Haploid, diploid, and pooled exome capture recapitulate features of biology and paralogy in two non-model tree species

Despite their suitability for studying evolution, many conifer species have large and repetitive giga-genomes (16-31Gbp) that create hurdles to producing high coverage SNP datasets that captures diversity from across the entirety of the genome. Due in part to multiple ancient whole genome duplication events, gene family expansion and subsequent evolution within Pinaceae, false diversity from the misalignment of paralog copies create further challenges in accurately and reproducibly inferring evolutionary history from sequence data. Here, we leverage the cost-saving benefits of pool-seq and exome-capture to discover SNPs in two conifer species, Douglas-fir (Pseudotsuga menziesii var. menziesii (Mirb.) Franco, Pinaceae) and jack pine (Pinus banksiana Lamb., Pinaceae).

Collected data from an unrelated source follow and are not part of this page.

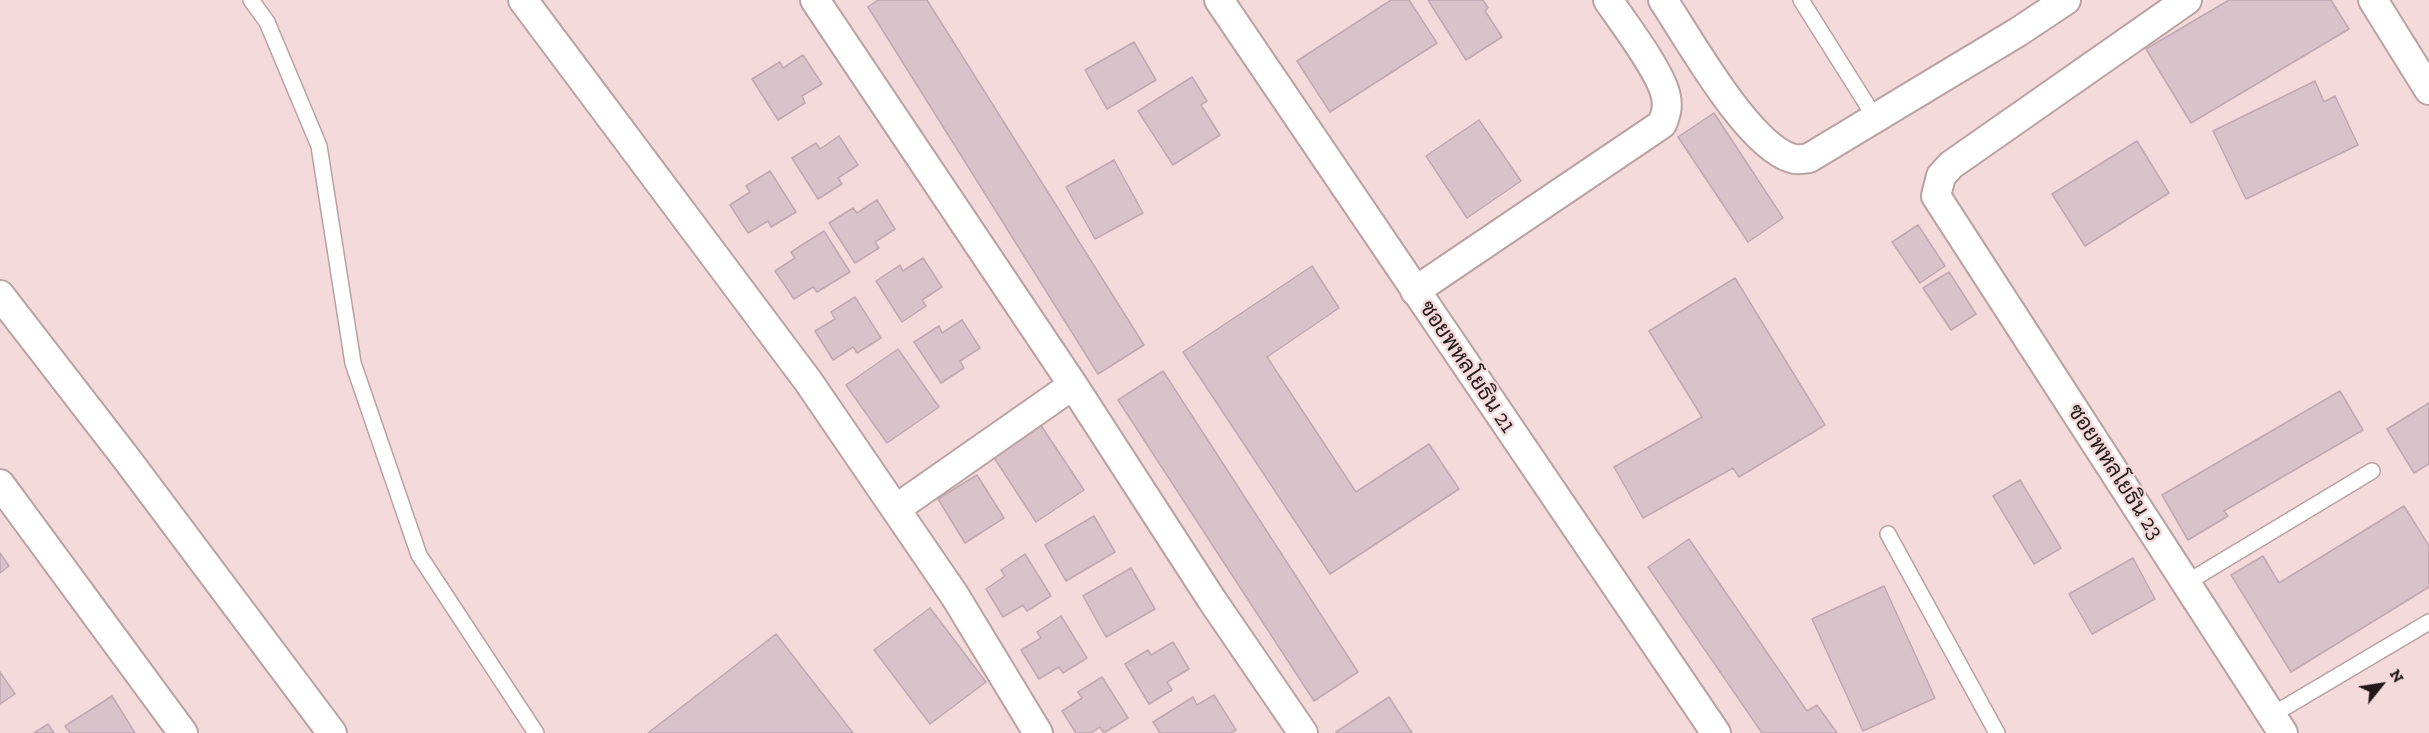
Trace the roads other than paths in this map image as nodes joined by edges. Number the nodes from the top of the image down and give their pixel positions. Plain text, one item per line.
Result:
1 (251, 0) edge
2 (524, 0) edge
3 (814, 0) edge
4 (1219, 0) edge
5 (1608, 0) edge
6 (1663, 0) edge
7 (1801, 0) edge
8 (2066, 0) edge
9 (2187, 0) edge
10 (2373, 0) edge
11 (2429, 90) edge
12 (1876, 118) junction
13 (1415, 291) junction
14 (0, 295) edge
15 (1074, 385) junction
16 (2372, 471) dead end
17 (0, 484) edge
18 (897, 508) junction
19 (1888, 534) dead end
20 (2186, 583) junction
21 (2429, 622) edge
22 (2277, 724) edge
23 (183, 733) edge
24 (332, 733) edge
25 (536, 733) edge
26 (1038, 733) edge
27 (1303, 733) edge
28 (1716, 733) edge
29 (1997, 733) edge

1 - 25 lane
2 - 18 street
3 - 15 street
4 - 13 street, ซอยพหลโยธิน 21
5 - 13 street
6 - 12 street
7 - 12 lane
8 - 12 street
9 - 20 street, ซอยพหลโยธิน 23
10 - 11 street
13 - 28 street, ซอยพหลโยธิน 21
14 - 24 street
15 - 18 street
15 - 27 street
16 - 20 lane
17 - 23 street
18 - 26 street
19 - 29 lane
20 - 22 street, ซอยพหลโยธิน 23
21 - 22 lane

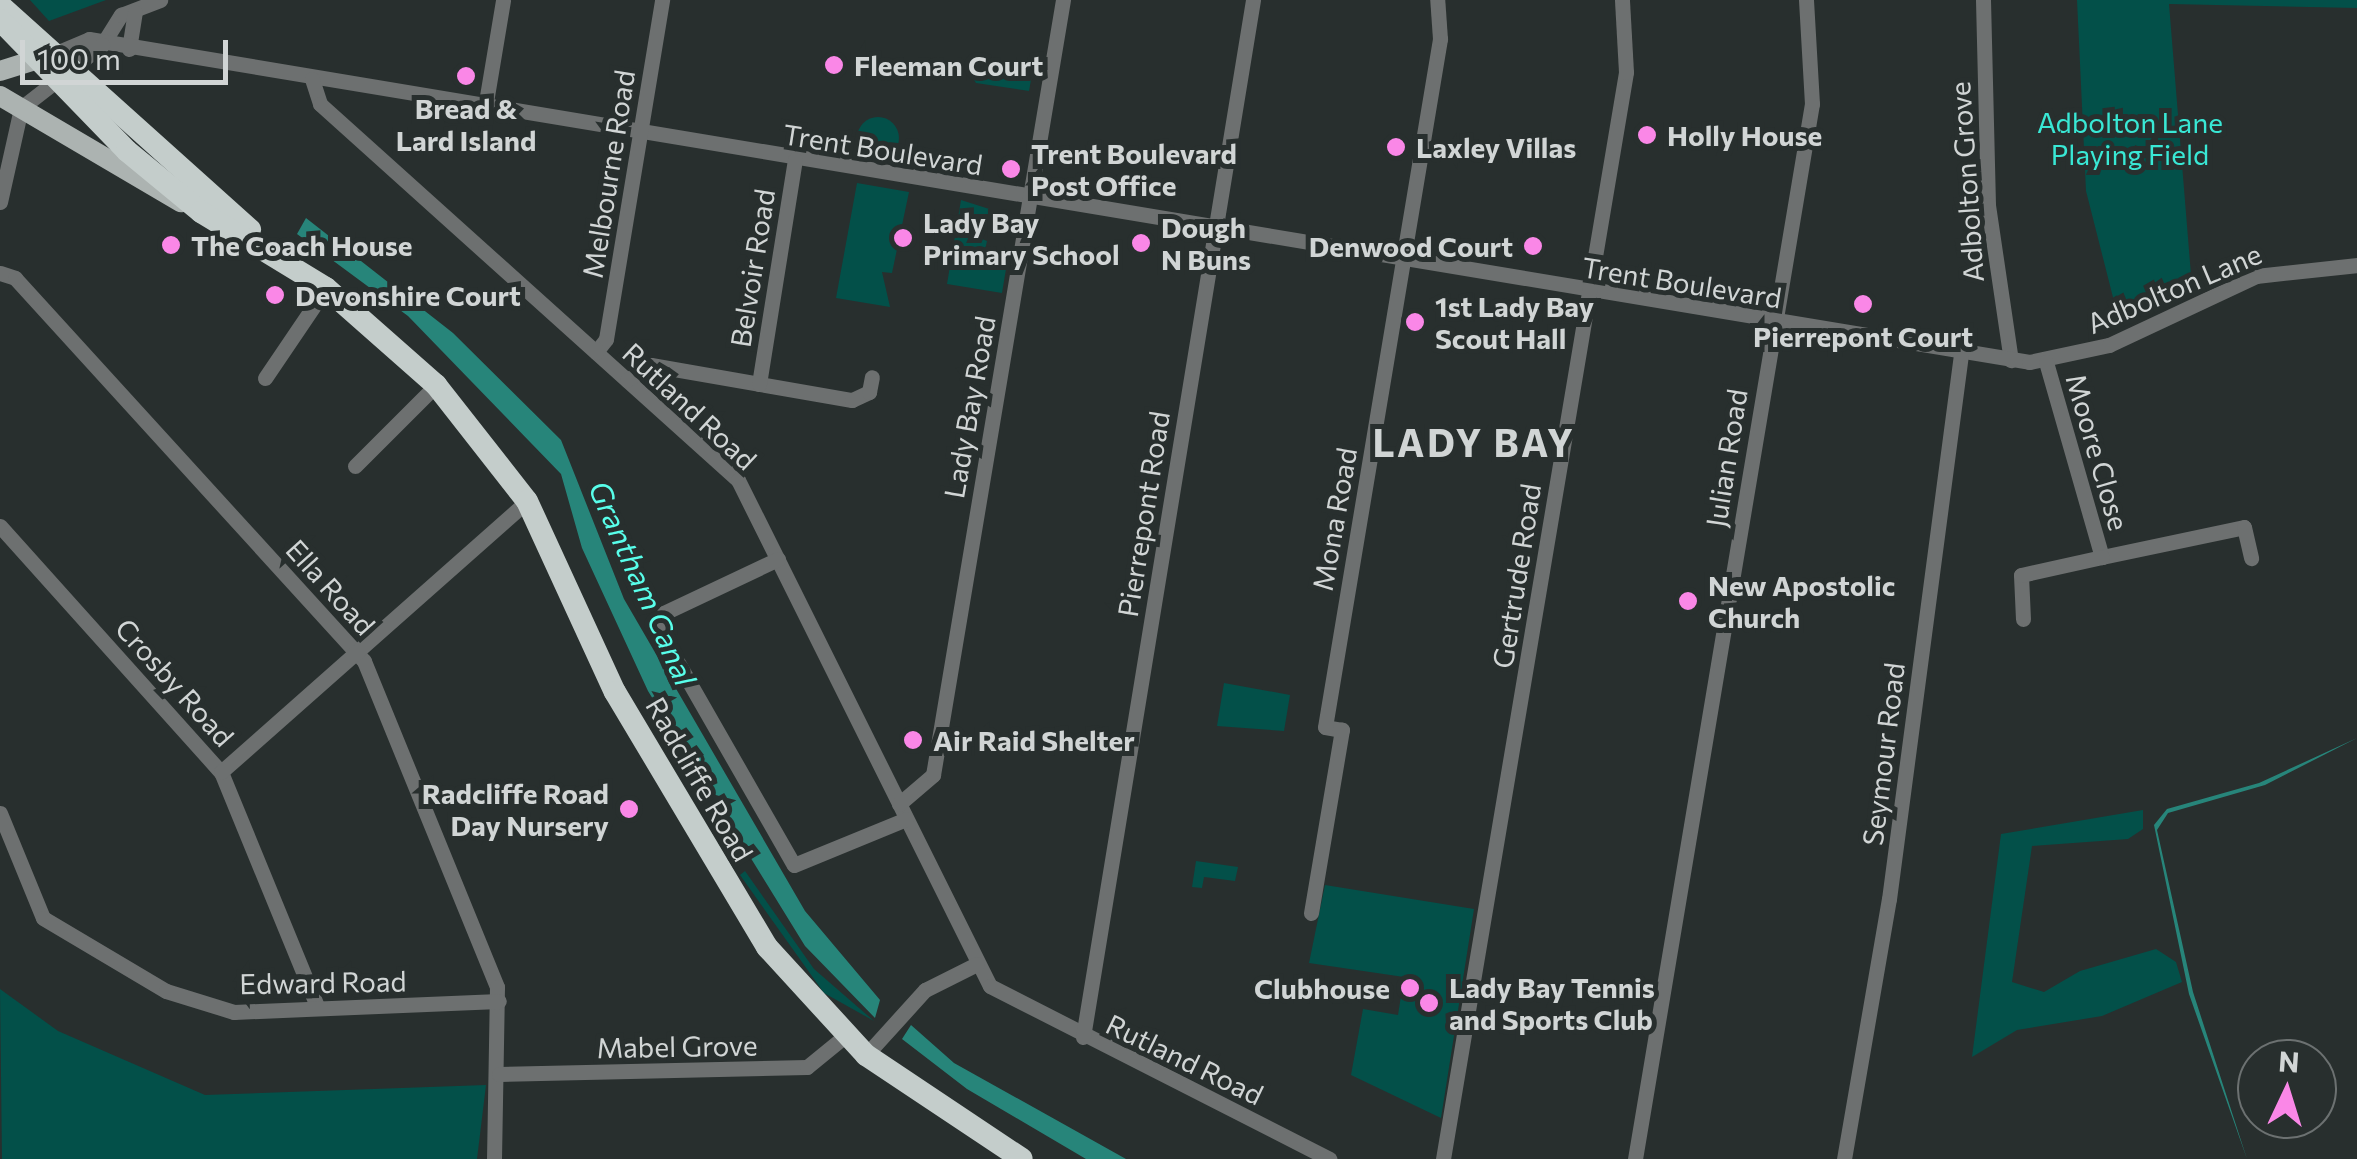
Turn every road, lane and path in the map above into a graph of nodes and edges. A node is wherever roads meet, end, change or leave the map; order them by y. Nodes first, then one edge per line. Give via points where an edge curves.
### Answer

We show, using minimal baseline filtering, that allele frequencies estimated from pooled individuals show a strong positive correlation with those estimated by sequencing the same population as individuals (r > 0.948), on par with such comparisons made in model organisms. Further, we highlight the use of haploid megagametophyte tissue in identifying sites that are likely due to misaligned paralogs. Together with additional minor filtering, we show that it is possible to remove many of the loci with large frequency estimate discrepancies between individual and pooled sequencing approaches, improving the correlation further (r > 0.973). Our work addresses bioinformatic challenges in non-model organisms with large and complex genomes, highlights the use of megagametophyte tissue for the identification of paralog sites when sequencing large numbers of populations, and suggests the combination of pool-seq and exome capture to be robust for further evolutionary hypothesis testing in these systems.